Issue (i): whether the demand of duty based on road challans and alleged clandestine clearance could be sustained in full, and to what extent subsequent excise invoices and customer certificates were relevant.
Analysis: The demand rested on recovered road challans and the allegation that clearances had been made without corresponding excise invoices. The assessee did not dispute the clearances under challans but produced a correlation statement showing that a substantial part of the goods had later been covered by excise invoices and reflected in statutory records. The revenue having discharged the initial burden by showing clearance under challans, the assessee was required to establish duty payment on the goods so cleared. On the record, most challans were found correlatable, but a portion of the claimed duty could not be matched with the subsequent invoices.
Conclusion: The full demand was not sustained. Duty to the extent of Rs. 1,06,586.38 was confirmed, and the balance demand was set aside.
Issue (ii): whether the Modvat credit of duty paid on inputs found short was liable to be adjusted against the duty confirmed on the final product.
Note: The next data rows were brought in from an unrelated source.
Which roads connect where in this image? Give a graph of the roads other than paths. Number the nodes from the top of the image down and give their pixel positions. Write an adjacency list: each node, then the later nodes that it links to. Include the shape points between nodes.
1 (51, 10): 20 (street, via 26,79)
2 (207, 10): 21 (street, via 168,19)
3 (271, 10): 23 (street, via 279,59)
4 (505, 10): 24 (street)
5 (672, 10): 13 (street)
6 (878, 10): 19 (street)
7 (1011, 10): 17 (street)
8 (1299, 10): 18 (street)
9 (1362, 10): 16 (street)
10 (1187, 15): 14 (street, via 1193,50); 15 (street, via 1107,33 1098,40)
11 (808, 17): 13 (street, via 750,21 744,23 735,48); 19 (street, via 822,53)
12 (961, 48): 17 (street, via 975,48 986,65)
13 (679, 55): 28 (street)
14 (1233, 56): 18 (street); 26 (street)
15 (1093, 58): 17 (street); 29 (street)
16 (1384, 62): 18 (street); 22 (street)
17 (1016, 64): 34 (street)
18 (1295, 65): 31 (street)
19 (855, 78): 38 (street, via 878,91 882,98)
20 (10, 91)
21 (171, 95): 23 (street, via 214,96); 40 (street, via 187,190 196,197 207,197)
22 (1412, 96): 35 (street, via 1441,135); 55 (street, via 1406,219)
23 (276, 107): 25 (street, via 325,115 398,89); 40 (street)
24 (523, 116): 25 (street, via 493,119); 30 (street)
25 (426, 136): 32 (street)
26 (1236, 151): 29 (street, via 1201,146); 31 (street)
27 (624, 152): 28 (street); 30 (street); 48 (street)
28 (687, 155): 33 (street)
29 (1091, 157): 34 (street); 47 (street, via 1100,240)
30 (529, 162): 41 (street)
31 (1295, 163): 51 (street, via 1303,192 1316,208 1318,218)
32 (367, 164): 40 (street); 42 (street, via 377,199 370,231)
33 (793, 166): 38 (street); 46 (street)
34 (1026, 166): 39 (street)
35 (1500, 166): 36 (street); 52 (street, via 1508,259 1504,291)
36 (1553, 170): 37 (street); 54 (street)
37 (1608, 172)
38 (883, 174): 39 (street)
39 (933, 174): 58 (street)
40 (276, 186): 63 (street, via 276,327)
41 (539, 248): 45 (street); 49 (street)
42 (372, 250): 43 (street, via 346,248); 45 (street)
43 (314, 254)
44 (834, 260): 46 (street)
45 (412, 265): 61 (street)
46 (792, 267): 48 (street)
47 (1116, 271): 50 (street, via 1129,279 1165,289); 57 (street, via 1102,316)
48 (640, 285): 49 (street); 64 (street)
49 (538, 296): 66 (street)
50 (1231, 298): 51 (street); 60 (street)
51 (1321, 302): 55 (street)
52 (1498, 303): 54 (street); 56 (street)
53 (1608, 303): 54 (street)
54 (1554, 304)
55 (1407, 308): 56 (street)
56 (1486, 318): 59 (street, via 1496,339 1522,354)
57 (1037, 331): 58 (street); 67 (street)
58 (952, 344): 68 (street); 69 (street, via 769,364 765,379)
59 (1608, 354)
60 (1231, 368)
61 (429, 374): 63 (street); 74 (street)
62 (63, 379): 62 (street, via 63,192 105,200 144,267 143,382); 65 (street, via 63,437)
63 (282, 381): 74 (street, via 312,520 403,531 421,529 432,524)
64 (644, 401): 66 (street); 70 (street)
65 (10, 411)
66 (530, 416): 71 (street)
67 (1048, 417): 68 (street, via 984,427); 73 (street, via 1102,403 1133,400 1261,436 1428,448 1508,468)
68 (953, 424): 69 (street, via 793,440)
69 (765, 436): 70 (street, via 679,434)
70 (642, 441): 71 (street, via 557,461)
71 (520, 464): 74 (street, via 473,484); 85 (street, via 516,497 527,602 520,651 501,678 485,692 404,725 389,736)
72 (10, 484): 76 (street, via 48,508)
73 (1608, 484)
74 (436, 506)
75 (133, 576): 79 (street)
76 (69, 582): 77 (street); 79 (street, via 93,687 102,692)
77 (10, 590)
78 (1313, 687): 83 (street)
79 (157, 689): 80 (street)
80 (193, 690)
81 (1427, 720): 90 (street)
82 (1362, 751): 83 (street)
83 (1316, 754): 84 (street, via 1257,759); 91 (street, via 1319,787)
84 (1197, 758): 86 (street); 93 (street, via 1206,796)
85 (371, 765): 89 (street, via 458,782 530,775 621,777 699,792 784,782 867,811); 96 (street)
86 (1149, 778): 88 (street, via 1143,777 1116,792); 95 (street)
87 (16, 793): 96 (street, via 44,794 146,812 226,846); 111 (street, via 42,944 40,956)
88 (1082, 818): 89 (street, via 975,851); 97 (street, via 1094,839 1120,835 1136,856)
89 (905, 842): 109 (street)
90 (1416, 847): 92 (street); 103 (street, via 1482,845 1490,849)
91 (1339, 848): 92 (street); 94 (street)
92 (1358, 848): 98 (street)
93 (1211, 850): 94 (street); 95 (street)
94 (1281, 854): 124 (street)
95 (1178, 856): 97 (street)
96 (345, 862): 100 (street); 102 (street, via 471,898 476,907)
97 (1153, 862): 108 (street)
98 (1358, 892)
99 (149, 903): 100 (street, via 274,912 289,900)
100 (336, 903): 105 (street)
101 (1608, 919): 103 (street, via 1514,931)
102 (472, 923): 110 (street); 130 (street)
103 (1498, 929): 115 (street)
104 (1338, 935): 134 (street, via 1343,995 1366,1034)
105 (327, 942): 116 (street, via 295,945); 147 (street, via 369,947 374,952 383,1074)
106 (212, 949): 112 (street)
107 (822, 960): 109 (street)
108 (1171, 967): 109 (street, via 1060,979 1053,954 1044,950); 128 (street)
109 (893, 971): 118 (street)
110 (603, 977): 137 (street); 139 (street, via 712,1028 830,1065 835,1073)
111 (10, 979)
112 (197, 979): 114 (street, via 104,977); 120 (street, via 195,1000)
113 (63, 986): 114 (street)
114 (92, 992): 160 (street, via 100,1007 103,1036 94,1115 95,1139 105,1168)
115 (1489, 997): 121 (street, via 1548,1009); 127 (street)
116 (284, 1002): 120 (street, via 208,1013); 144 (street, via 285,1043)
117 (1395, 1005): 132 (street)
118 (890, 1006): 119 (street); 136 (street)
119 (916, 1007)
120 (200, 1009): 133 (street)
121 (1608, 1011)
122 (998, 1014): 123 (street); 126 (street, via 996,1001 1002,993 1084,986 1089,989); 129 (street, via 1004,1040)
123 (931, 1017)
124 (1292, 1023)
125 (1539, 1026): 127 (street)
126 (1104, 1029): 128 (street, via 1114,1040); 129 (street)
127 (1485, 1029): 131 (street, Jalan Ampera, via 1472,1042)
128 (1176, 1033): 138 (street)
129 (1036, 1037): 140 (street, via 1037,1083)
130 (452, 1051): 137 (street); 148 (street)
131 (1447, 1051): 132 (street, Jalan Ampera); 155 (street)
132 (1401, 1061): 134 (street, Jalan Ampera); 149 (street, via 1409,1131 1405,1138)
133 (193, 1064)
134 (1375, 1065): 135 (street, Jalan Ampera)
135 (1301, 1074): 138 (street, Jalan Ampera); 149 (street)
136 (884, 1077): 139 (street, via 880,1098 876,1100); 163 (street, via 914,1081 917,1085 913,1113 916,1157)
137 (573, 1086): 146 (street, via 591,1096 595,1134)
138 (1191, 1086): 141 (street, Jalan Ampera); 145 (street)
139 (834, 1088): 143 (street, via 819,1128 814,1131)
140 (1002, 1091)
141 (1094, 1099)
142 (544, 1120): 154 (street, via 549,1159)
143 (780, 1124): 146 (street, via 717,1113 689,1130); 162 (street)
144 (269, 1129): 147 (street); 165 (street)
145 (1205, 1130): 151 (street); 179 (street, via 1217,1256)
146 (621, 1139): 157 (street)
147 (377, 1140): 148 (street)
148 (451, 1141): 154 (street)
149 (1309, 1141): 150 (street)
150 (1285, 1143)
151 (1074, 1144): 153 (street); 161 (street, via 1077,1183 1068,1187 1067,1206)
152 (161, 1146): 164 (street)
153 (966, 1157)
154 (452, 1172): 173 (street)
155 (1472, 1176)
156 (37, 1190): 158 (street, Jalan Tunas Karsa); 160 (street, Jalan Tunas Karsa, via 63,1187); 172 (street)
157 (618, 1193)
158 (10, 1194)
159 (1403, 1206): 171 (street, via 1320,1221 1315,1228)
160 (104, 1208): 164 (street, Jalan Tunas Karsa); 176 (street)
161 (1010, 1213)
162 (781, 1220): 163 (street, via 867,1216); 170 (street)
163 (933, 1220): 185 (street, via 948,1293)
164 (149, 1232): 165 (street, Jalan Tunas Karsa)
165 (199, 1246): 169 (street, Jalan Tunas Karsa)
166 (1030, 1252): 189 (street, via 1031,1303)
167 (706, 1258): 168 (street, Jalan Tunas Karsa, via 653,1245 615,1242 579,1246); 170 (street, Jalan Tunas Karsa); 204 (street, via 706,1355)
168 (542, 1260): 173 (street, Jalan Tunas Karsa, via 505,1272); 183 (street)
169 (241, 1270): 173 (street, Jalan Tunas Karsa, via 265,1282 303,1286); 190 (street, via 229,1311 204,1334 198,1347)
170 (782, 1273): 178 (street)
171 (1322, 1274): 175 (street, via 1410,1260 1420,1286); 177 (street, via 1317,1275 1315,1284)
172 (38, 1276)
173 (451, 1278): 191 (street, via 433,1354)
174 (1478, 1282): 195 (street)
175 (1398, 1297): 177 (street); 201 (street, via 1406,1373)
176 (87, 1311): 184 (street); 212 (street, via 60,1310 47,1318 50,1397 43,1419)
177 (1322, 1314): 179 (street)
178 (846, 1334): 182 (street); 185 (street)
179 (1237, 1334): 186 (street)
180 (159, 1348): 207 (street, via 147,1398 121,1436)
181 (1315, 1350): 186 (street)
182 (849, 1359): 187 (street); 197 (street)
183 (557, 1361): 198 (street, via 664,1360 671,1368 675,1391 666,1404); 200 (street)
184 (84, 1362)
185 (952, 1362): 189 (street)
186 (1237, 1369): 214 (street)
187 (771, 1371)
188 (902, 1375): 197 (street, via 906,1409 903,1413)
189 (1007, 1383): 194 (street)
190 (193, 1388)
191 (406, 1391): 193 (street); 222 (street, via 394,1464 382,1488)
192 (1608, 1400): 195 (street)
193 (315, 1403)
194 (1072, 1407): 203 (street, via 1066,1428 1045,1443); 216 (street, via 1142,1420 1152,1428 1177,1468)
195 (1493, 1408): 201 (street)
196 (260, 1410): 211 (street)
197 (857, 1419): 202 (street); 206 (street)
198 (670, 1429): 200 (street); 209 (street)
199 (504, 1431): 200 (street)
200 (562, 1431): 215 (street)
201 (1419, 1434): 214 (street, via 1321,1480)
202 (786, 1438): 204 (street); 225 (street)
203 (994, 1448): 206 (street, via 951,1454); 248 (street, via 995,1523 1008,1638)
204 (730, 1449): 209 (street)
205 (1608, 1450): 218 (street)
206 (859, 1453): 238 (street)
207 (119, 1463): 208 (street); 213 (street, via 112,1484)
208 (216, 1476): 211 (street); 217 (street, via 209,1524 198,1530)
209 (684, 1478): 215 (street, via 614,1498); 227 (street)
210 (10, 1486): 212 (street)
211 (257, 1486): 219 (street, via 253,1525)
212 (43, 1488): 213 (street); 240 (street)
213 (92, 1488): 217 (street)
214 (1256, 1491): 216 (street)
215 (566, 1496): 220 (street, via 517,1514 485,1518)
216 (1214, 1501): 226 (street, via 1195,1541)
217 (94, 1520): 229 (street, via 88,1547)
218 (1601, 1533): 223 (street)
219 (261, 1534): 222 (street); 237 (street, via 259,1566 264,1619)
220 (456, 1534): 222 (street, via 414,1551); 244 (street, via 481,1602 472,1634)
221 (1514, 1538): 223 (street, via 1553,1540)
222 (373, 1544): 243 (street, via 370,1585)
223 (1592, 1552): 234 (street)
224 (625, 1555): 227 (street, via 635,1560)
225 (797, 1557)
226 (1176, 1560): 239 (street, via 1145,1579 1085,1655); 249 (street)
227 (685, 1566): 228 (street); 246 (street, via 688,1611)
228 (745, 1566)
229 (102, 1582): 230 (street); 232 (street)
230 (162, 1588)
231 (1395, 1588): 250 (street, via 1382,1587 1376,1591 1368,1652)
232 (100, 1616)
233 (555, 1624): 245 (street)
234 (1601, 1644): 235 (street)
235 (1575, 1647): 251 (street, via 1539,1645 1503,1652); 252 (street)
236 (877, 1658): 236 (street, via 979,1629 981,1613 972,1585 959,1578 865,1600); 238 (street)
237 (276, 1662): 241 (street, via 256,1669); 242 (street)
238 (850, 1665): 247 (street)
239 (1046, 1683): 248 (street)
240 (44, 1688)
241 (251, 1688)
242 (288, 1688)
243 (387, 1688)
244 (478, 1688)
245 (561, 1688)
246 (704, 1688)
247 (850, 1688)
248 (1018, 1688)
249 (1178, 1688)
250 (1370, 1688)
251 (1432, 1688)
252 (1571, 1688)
Analysis: Once duty was confirmed on the final product, the corresponding benefit of duty paid on inputs used in manufacture could not be denied merely because the inputs were found short at the time of inspection. The confirmed duty and the unutilised input credit were linked to the same manufacturing activity, and the credit already debited by the assessee had to be given effect to against the sustained demand.
Conclusion: The Modvat credit of Rs. 40,000 was directed to be adjusted against the confirmed duty demand.
Issue (iii): whether the penalty had to be remanded for fresh quantification and whether any direction could be issued to impose personal penalty on a partner under Rule 209A.
Analysis: Since the relevant statutory penalty provision was not applicable for the period in question, remand for quantification was unnecessary and the appellate authority could itself determine the penalty on the facts of the case. The direction to impose penalty on the partner was impermissible because no such penalty had been imposed by the original authority and the revenue had not appealed against that part of the order.
Conclusion: The remand on penalty was not sustained, the penalty on the assessee was fixed at Rs. 20,000, and the direction regarding penalty on the partner was set aside.
Final Conclusion: The assessee succeeded in part: the duty demand was reduced, Modvat credit was allowed to be adjusted, the penalty was fixed at a lesser amount, and the direction relating to the partner's penalty was annulled.
Ratio Decidendi: In clandestine removal cases, once clearance under challans is established, the assessee must substantiate duty payment on the disputed clearances, and any correlated duty-paid input credit must be adjusted against the sustained demand; penalty can be quantified at the appellate stage where the statutory basis is inapplicable or the facts are sufficient.